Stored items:
******

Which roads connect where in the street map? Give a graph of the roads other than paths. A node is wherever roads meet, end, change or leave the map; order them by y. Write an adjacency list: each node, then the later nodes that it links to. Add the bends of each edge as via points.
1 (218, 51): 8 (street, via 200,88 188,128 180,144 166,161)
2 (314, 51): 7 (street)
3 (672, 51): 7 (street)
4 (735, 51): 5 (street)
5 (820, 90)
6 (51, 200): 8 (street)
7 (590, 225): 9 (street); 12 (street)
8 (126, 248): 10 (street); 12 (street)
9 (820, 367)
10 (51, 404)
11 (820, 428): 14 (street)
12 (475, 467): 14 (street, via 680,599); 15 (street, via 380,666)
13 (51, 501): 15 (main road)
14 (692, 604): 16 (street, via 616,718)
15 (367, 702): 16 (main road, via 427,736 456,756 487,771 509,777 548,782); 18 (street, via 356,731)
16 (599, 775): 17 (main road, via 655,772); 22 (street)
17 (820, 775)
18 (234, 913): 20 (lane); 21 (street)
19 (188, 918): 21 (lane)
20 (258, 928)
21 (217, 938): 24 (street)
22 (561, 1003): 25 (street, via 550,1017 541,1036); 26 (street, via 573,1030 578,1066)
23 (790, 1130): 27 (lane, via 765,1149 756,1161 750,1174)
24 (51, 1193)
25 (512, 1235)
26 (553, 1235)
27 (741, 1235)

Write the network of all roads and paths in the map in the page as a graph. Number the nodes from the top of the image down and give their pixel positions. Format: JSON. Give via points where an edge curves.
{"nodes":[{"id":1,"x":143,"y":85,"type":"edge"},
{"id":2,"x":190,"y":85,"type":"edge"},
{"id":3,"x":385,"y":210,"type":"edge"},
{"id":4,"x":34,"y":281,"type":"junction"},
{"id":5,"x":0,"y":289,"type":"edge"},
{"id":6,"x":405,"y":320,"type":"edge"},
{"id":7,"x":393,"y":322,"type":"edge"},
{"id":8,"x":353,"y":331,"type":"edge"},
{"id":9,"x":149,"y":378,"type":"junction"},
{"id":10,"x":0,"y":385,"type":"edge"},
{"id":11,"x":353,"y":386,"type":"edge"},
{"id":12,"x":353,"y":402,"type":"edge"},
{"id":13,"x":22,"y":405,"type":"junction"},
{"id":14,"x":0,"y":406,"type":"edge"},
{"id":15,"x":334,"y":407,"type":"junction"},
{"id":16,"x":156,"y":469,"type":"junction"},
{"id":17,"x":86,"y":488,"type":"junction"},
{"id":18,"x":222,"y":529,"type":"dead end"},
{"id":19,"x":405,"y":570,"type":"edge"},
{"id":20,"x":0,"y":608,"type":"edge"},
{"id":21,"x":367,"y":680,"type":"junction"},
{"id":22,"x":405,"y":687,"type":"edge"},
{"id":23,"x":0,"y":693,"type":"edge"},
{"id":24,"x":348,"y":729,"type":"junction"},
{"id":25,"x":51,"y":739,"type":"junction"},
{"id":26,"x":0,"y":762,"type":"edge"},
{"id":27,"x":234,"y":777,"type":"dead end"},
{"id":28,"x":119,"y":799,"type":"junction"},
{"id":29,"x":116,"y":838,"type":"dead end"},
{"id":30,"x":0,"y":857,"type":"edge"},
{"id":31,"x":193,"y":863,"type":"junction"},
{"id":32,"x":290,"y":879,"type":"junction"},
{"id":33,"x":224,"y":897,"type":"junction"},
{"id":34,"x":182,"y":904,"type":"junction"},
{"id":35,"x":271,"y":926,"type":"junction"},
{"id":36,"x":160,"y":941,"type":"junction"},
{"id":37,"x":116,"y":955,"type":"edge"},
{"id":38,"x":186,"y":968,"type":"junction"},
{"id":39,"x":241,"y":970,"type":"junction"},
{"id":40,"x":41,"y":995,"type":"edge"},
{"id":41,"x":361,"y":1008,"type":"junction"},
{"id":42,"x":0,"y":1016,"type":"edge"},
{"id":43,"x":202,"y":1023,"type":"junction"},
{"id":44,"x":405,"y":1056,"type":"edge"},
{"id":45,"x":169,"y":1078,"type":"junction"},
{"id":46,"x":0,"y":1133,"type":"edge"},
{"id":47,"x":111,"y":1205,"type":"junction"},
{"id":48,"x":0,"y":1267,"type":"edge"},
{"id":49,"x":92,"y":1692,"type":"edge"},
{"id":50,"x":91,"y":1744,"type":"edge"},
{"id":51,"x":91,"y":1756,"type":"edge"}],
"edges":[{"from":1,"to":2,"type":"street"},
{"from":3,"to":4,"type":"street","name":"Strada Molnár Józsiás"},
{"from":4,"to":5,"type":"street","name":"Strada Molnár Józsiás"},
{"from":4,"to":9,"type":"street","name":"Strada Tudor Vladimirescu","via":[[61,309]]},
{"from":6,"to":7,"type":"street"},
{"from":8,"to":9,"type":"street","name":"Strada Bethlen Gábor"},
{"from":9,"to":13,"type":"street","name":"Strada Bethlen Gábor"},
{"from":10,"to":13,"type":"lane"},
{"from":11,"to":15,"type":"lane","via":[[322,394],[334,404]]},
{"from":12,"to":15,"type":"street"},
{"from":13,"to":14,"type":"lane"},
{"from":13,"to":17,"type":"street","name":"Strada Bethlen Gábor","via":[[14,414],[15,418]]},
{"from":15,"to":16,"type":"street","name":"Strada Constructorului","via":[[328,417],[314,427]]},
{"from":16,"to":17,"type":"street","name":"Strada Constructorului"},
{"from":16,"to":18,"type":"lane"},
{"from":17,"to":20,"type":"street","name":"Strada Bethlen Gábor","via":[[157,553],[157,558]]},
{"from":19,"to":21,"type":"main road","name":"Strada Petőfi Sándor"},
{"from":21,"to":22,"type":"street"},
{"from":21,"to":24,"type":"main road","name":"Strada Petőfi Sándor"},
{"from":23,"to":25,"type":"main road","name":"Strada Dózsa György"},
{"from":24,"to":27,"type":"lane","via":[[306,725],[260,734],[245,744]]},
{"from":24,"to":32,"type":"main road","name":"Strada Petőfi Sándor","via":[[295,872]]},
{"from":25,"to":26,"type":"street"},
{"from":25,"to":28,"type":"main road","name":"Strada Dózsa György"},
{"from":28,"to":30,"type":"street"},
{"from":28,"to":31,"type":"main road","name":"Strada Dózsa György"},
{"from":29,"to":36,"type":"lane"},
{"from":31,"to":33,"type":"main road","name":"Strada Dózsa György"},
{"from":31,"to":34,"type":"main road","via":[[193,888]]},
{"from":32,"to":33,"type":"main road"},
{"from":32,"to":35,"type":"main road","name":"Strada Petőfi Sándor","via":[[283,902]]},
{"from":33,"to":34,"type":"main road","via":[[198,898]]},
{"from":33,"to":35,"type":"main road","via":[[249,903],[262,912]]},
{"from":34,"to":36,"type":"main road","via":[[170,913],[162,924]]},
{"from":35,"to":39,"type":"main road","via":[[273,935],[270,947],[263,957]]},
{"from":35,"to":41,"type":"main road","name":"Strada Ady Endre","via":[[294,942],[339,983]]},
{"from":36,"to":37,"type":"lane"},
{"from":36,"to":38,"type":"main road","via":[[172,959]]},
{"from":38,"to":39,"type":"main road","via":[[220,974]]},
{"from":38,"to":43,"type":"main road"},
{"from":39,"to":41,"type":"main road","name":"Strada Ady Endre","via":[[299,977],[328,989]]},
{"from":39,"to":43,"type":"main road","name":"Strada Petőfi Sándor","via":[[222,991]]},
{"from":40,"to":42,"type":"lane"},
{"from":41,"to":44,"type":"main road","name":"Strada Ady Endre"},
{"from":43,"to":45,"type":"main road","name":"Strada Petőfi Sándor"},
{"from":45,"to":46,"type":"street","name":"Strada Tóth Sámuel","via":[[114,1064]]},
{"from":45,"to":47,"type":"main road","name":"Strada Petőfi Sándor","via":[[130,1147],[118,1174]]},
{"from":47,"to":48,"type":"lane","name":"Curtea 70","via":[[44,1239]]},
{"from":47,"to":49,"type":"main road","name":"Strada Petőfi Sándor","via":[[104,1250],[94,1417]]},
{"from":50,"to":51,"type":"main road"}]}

******

> [Task objective] A complete answer gives every line of the records holding "Gábor".

> [Result of the task]
{"from":8,"to":9,"type":"street","name":"Strada Bethlen Gábor"},
{"from":9,"to":13,"type":"street","name":"Strada Bethlen Gábor"},
{"from":13,"to":17,"type":"street","name":"Strada Bethlen Gábor","via":[[14,414],[15,418]]},
{"from":17,"to":20,"type":"street","name":"Strada Bethlen Gábor","via":[[157,553],[157,558]]},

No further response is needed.